Mein Programm greift auf zwei verschiedene Datenbanken zu.
Dafür erzeuge ich in meiner Hauptklasse zwei Datasourcen:

```
DataSource ds1 = (DataSource) new InitialContext().lookup("fehlererkennungDS");
DataSource ds2 = (DataSource) new InitialContext().lookup("fehlererkennungDS2");
```

Beide Datasourcen übergebe ich dann an einen Thread.
Die zweite Datasource wird nicht immer verwendet.
In dem Thread übergebe ich immer die erste Datasource an ein neu erzeugtes Objekt (im Konstruktor).
Je nachdem, ob ich vorher die zweite genutzt habe oder nicht, wird in dem Objekt auf die Erste oder Zweite zugegriffen.
Wenn ich vorher die Zweite verwendet habe, verwendet das Objekt die Zweite, obwohl ich die Erste übergebe.

Zum Debuggen habe ich mir mal folgenden Code in das Objekt geschrieben geschrieben:

```
System.out.println("Datasource: "+ds);
Connection dbCon = ds.getConnection()) {
System.out.println("Connection: "+dbCon);
```

Die Ausgabe der Datasource zeigt immer die richtige URL zur ersten Datenbank an.
Sie Connection zeigt aber immer auf die Datenbank, die ich im Thread benutzt habe. Das heisst, habe ich nur die erste benutzt, steht dort die URL der ersten drin, habe ich vorher im Thread auch die zweite benutzt, steht dort die URL der zweiten Datenbank drin, obwohl die Datasource auf die richtige erste Datenbank zeigt.

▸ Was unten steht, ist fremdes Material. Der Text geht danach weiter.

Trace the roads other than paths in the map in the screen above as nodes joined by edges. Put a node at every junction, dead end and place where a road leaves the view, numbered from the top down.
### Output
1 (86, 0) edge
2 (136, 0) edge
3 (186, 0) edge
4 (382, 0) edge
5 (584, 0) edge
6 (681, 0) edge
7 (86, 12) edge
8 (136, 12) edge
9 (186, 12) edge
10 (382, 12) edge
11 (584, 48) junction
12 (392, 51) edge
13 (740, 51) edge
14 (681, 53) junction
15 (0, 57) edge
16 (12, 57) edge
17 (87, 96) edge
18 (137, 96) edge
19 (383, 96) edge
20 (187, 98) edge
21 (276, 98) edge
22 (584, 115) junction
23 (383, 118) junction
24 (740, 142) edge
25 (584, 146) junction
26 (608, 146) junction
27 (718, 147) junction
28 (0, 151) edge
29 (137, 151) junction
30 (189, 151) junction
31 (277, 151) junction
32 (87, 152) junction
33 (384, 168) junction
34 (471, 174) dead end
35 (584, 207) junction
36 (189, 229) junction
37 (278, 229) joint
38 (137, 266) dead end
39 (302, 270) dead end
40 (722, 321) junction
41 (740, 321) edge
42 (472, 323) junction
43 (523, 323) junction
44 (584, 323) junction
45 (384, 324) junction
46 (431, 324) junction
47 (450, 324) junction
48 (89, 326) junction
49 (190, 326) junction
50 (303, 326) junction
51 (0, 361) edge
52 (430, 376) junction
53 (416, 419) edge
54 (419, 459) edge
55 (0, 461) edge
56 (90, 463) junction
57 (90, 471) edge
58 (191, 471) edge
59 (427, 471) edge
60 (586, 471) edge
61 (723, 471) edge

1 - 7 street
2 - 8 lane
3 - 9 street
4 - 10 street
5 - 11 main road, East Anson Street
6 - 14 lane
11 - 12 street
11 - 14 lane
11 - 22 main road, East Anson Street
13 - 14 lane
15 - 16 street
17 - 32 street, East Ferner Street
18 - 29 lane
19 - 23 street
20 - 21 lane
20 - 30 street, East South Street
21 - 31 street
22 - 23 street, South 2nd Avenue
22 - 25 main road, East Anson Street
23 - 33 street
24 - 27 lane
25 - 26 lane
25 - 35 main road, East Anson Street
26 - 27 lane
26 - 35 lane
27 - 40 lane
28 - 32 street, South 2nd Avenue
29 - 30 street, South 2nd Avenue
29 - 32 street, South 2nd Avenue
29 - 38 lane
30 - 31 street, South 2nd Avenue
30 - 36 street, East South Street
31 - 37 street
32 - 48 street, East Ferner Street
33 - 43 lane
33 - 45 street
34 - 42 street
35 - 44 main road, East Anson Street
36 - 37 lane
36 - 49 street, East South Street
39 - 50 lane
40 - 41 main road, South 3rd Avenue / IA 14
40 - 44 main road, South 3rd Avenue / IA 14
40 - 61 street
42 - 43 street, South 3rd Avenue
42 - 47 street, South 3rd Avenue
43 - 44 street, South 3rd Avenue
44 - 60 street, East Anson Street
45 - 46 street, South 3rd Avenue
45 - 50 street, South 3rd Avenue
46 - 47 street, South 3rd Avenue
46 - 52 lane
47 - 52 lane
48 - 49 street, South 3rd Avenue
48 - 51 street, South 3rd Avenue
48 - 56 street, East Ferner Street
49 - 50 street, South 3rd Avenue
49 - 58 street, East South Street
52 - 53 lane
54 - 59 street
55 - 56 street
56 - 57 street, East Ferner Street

Hat jemand eine Idee für dieses Verhalten.

Gruß Jens


----------



## Michael... (19. Nov 2012)

MrQ hat gesagt.:


> Hat jemand eine Idee für dieses Verhalten.


Fehler in der Zuweisung?


----------



## nillehammer (19. Nov 2012)

Evtl. DataSource in einer static Variablen gespeichert?


----------



## MrQ (22. Nov 2012)

Beides ist nicht der Fall. Ich bin das Problem erstmal umgangen, dass ich dem Objekt immer beide Datasourcen übergebe und nur die eine nutze.
Gruss Jens


----------